In all my studying I never came across a bit of information that startled me to silence. Most dyes in the textile industry are synthetic. 100% of these dyes originate from petrochemicals. Yuck! Why did I ever have to read that! Take it back! A rainbow on an oil slick is now stuck in my head!

My colorful world went grey (and it was winter in Chicago and this didn’t help.) How, when I rest on my green sofa, can I stop thinking that I am laying on oil! How can we wean ourselves off oil if our very world is brightened up by it? What can I do? I wallowed for some time. Mum was the word on what I had found.

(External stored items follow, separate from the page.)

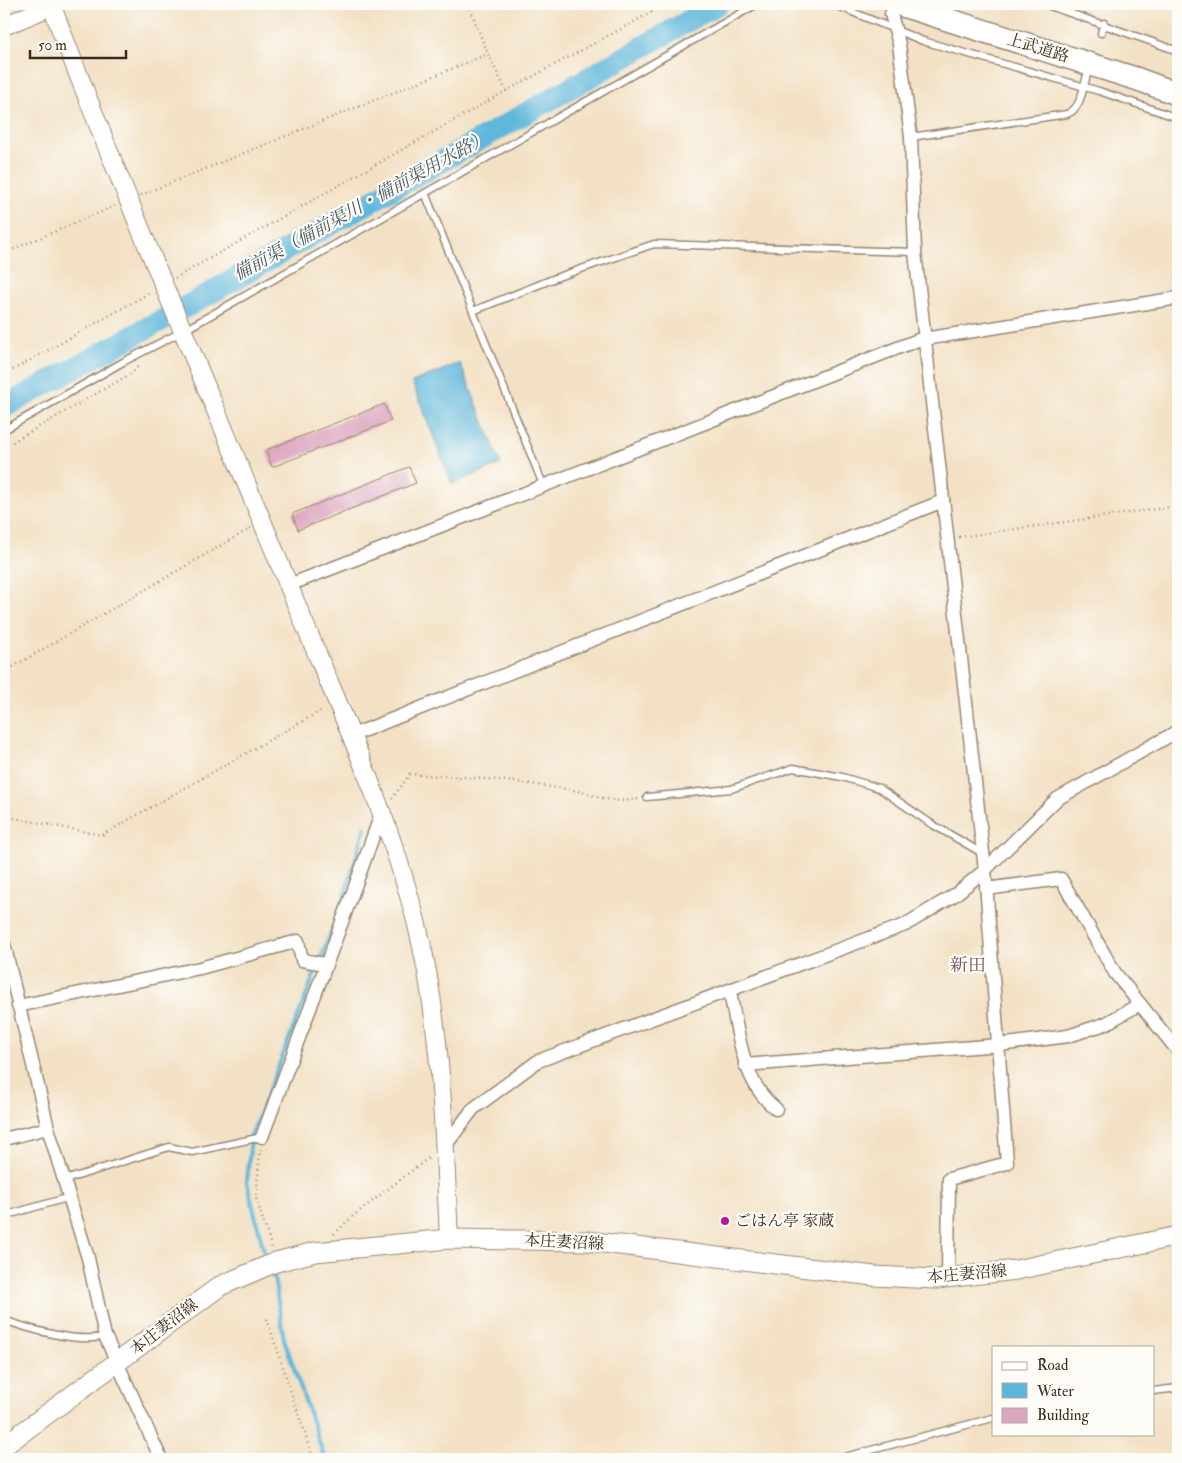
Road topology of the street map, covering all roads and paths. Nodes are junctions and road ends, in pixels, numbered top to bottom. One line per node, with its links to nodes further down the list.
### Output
1 (53, 4): 9 (street); 21 (street)
2 (468, 4): 13 (path)
3 (667, 4): 16 (path)
4 (757, 4): 20 (lane)
5 (833, 4): 10 (lane)
6 (1044, 4): 8 (lane)
7 (894, 9): 10 (street); 17 (highway, 上武道路)
8 (1104, 23): 11 (lane); 12 (lane)
9 (4, 26)
10 (896, 31): 15 (lane); 19 (street)
11 (1101, 33)
12 (1178, 51)
13 (488, 54): 16 (path); 21 (path)
14 (1087, 75): 15 (lane)
15 (1083, 88): 18 (lane); 19 (lane)
16 (506, 91): 24 (path)
17 (1178, 94)
18 (1178, 118)
19 (911, 137): 23 (street)
20 (425, 193): 26 (lane); 27 (lane)
21 (130, 199): 22 (path); 24 (street)
22 (4, 252)
23 (916, 252): 26 (lane); 28 (street)
24 (166, 290): 27 (street); 30 (path)
25 (1178, 298): 28 (street)
26 (473, 311): 33 (lane)
27 (182, 329): 29 (lane); 36 (street)
28 (925, 338): 33 (street); 34 (street)
29 (151, 348): 31 (lane); 32 (path)
30 (4, 375)
31 (4, 430)
32 (4, 447)
33 (544, 487): 38 (street)
34 (943, 501): 37 (street); 42 (street)
35 (1178, 506): 37 (path)
36 (263, 521): 38 (street); 39 (path)
37 (948, 538): 46 (street)
38 (289, 585): 40 (street)
39 (4, 672)
40 (336, 702): 42 (street); 45 (path)
41 (1178, 731): 47 (street)
42 (350, 736): 44 (street)
43 (647, 797): 44 (path); 46 (lane)
44 (381, 814): 50 (street); 62 (street)
45 (4, 816)
46 (983, 854): 47 (street)
47 (985, 870): 48 (street); 52 (street)
48 (986, 889): 53 (street); 55 (street)
49 (4, 944): 51 (street)
50 (325, 964): 54 (street); 60 (street)
51 (7, 976): 54 (street)
52 (730, 992): 57 (street); 62 (street)
53 (1140, 1004): 55 (street); 56 (street)
54 (18, 1006): 59 (street)
55 (999, 1046): 57 (street); 70 (street)
56 (1178, 1051)
57 (746, 1065): 58 (street)
58 (776, 1109)
59 (48, 1128): 61 (street); 63 (street)
60 (262, 1136): 63 (lane); 69 (path)
61 (4, 1139)
62 (445, 1146): 67 (street); 68 (path)
63 (65, 1180): 64 (street)
64 (70, 1197): 65 (lane); 73 (street)
65 (4, 1216)
66 (1178, 1236): 70 (main road, 本庄妻沼線)
67 (450, 1239): 68 (main road, 本庄妻沼線); 70 (main road, 本庄妻沼線)
68 (315, 1252): 69 (main road, 本庄妻沼線)
69 (276, 1262): 74 (main road, 本庄妻沼線)
70 (948, 1278)
71 (267, 1318): 80 (path)
72 (4, 1320): 73 (lane)
73 (105, 1336): 74 (street)
74 (117, 1363): 78 (main road, 本庄妻沼線); 79 (street)
75 (1178, 1388): 76 (lane)
76 (1154, 1391)
77 (992, 1418): 81 (lane)
78 (4, 1446)
79 (161, 1459)
80 (313, 1459)
81 (837, 1459)

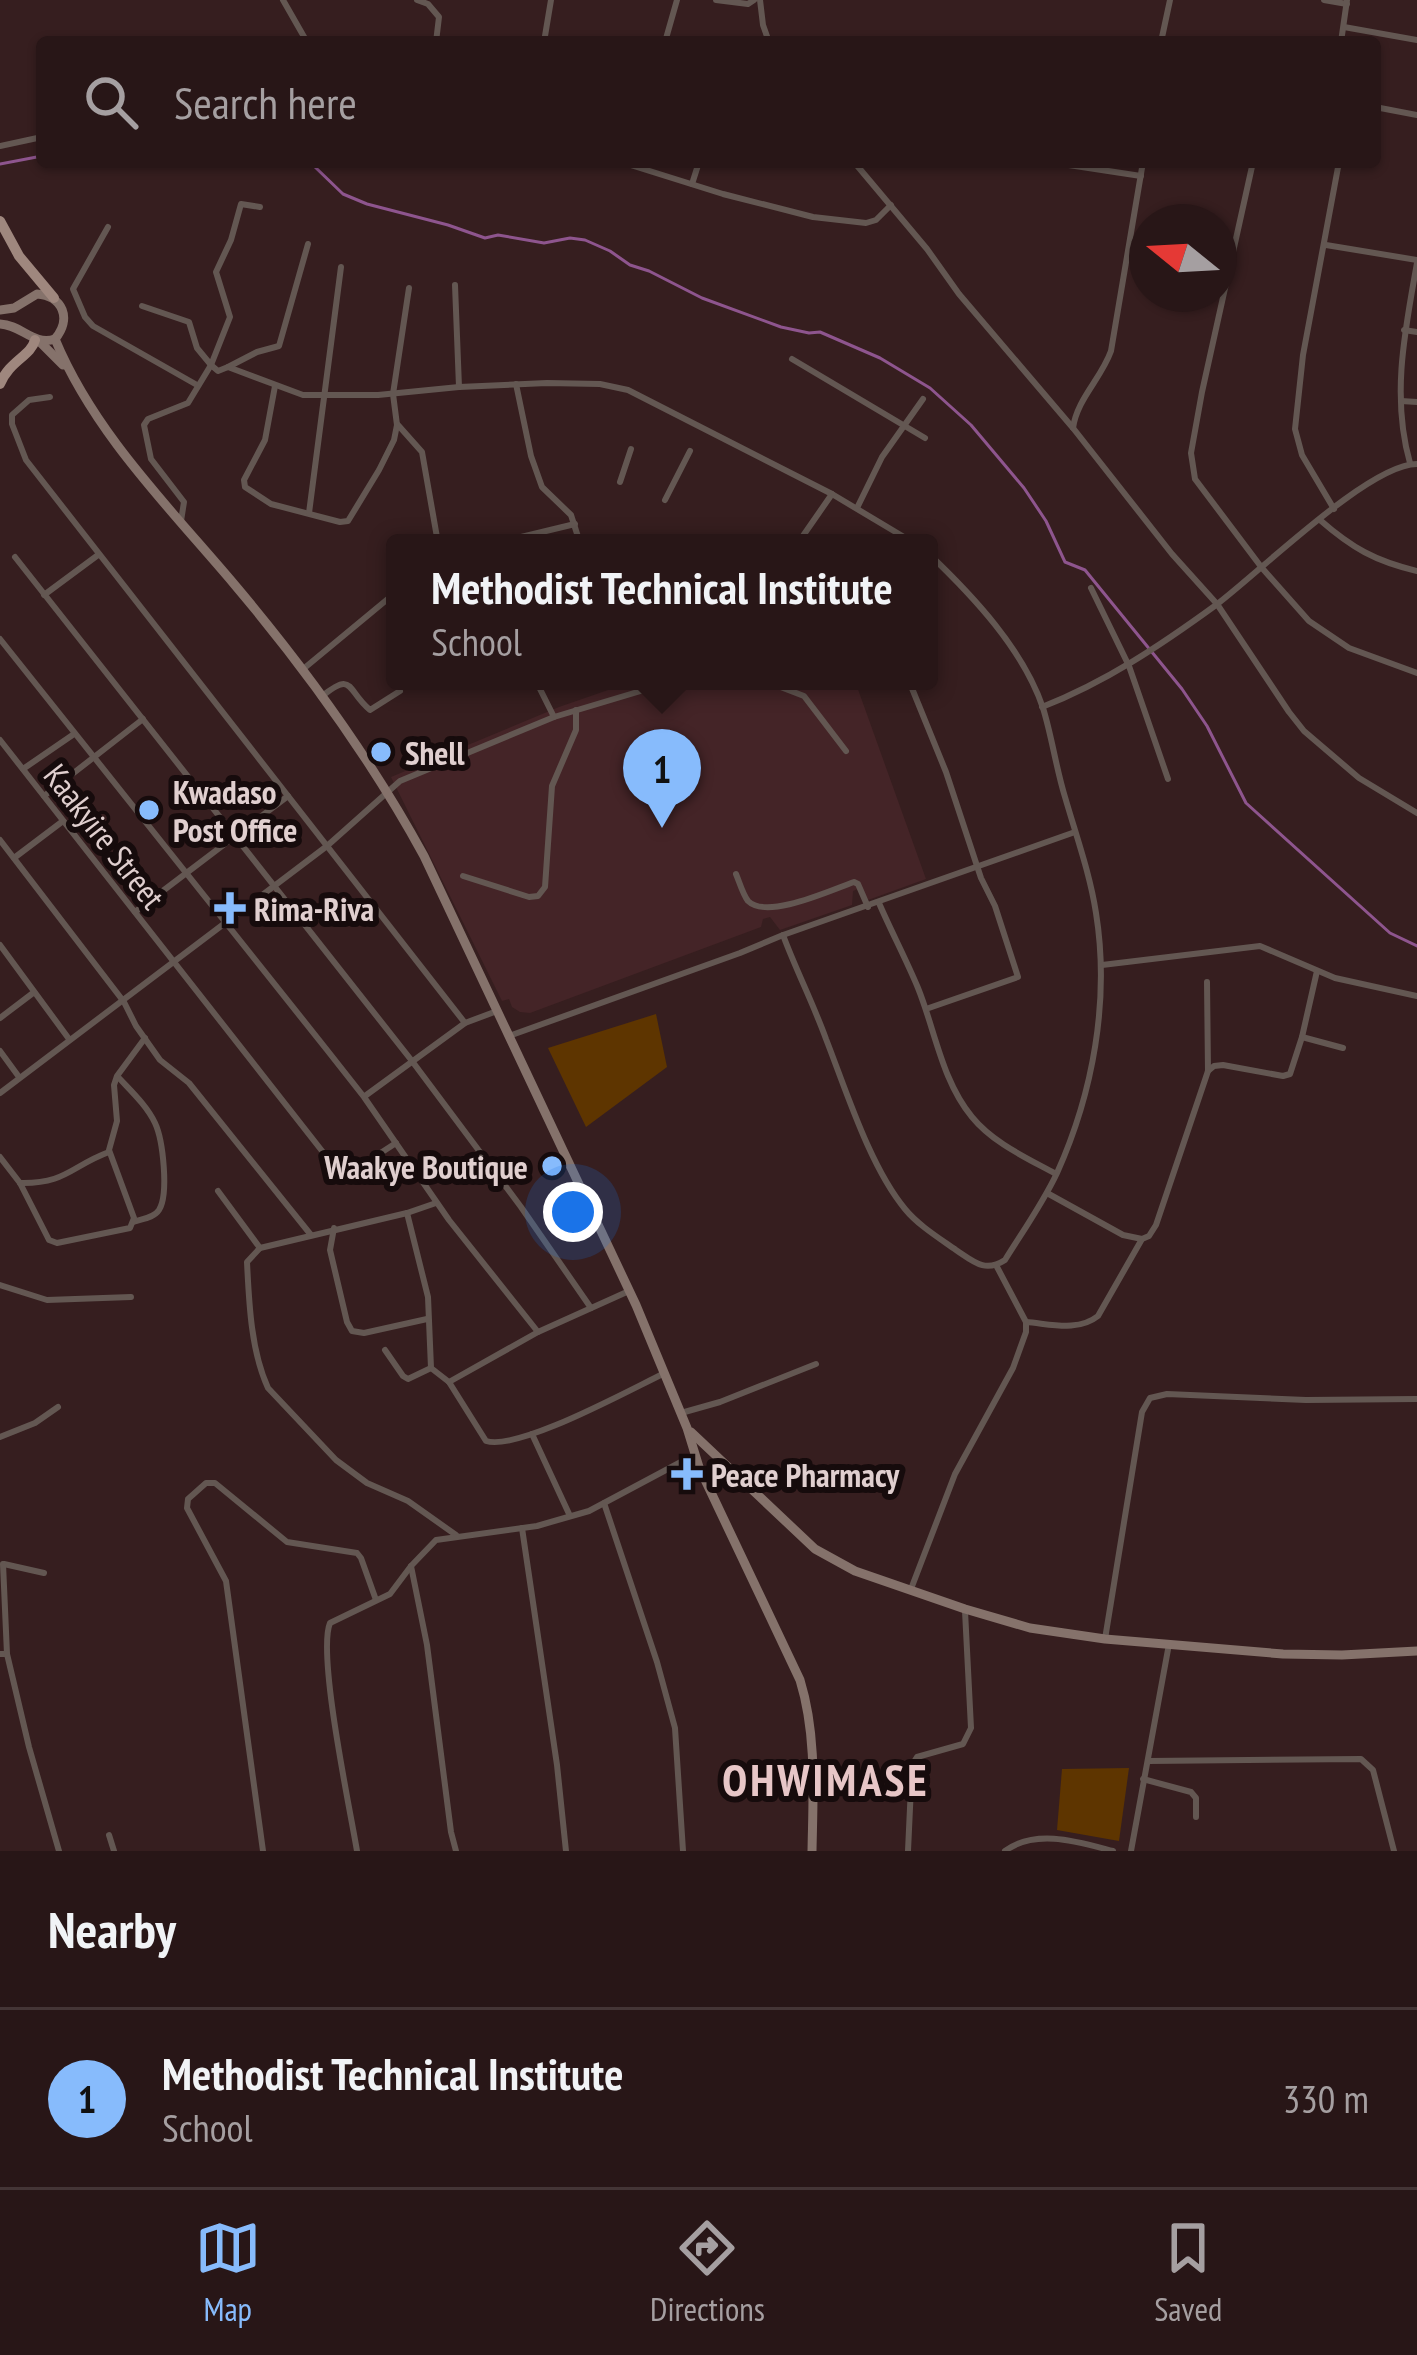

So I now wonder, if you take an organic garment, and add any type of chemical to it, does that organic fabric stay organic? Is it better to say “grown organically” so that consumer understands that it has been altered? Is true green color-free? And, what about babies? A baby’s skin is under developed, so new and fresh, thin and open, shouldn’t all baby clothes be dye-free? Wouldn’t that be the wisest choice for infants and the earth?

In the green journey there are wind surges of information that inspire new direction — “Crew, I changed my mind, tact the sails we are now heading north!”

I take change seriously, but as far as color dyes are concerned I will take small gradual steps. No “speed of lightening” action here; my tee shirt collection will stay colorful. I will, however, move to a more knowledgeable palette with time. I had heard, and believed, that being “Green” doesn’t need to require much sacrifice. I now believe that it does. It is my vision of “Green” that is a process requiring time. I am up to the task because I aim to find beauty on the journey to create the ideal “Green” tee.

Currently, I am hand-dyeing tees in my studio and examining all the details to better understand and control each color’s impact. I am admiring all the color I have in reach. My tees tell a story; a new medium for “Green” exploration, not business as usual, as some may think.